→ PROBLEM DETAILS: In the records below, some lines hold the word "الحصين". Copy each of those lines.

(Records contained in a dataset)
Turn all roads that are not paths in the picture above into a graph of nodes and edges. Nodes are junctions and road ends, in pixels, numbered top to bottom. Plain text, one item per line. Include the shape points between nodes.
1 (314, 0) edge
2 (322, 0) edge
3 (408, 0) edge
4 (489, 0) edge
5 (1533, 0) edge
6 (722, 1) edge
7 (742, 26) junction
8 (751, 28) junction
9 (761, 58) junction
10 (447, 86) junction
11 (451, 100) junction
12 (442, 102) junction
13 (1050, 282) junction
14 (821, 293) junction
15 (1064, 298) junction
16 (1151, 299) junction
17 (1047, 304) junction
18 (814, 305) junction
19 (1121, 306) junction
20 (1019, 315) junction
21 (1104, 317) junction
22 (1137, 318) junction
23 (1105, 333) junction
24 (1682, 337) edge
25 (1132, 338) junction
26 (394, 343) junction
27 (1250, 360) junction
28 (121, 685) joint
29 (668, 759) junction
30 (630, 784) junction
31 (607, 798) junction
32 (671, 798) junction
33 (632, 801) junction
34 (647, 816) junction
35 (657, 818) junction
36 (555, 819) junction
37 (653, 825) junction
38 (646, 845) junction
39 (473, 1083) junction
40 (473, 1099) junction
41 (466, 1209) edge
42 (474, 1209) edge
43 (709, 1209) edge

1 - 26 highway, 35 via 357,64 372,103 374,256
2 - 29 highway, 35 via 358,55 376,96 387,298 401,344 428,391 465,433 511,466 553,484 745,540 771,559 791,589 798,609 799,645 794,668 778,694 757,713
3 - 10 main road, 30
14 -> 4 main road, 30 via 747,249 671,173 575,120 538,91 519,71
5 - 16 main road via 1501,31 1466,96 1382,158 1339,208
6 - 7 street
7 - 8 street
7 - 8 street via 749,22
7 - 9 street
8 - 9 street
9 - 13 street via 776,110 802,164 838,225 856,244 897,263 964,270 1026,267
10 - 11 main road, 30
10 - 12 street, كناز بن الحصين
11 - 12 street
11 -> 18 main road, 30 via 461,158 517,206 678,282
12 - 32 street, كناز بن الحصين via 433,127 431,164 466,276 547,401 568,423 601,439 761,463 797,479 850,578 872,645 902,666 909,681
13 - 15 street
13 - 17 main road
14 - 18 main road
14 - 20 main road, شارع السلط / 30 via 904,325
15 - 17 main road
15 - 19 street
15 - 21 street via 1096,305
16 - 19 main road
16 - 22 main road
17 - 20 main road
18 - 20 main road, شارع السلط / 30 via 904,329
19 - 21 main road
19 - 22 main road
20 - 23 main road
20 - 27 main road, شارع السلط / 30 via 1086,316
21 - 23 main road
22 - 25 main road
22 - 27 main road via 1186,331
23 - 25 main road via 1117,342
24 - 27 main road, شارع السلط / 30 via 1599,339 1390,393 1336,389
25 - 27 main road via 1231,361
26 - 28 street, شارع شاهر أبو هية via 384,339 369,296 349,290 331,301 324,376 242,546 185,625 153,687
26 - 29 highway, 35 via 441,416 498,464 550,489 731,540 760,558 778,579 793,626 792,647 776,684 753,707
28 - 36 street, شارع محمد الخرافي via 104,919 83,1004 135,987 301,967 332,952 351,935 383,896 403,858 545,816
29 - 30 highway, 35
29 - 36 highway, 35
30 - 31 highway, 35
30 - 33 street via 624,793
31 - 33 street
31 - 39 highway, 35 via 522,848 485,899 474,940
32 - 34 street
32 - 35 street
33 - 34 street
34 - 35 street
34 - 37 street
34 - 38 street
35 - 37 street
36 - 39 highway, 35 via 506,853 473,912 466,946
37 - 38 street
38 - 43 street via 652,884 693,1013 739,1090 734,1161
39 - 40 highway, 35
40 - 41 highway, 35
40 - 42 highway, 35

→ WRITTEN RESPONSE:
10 - 12 street, كناز بن الحصين
12 - 32 street, كناز بن الحصين via 433,127 431,164 466,276 547,401 568,423 601,439 761,463 797,479 850,578 872,645 902,666 909,681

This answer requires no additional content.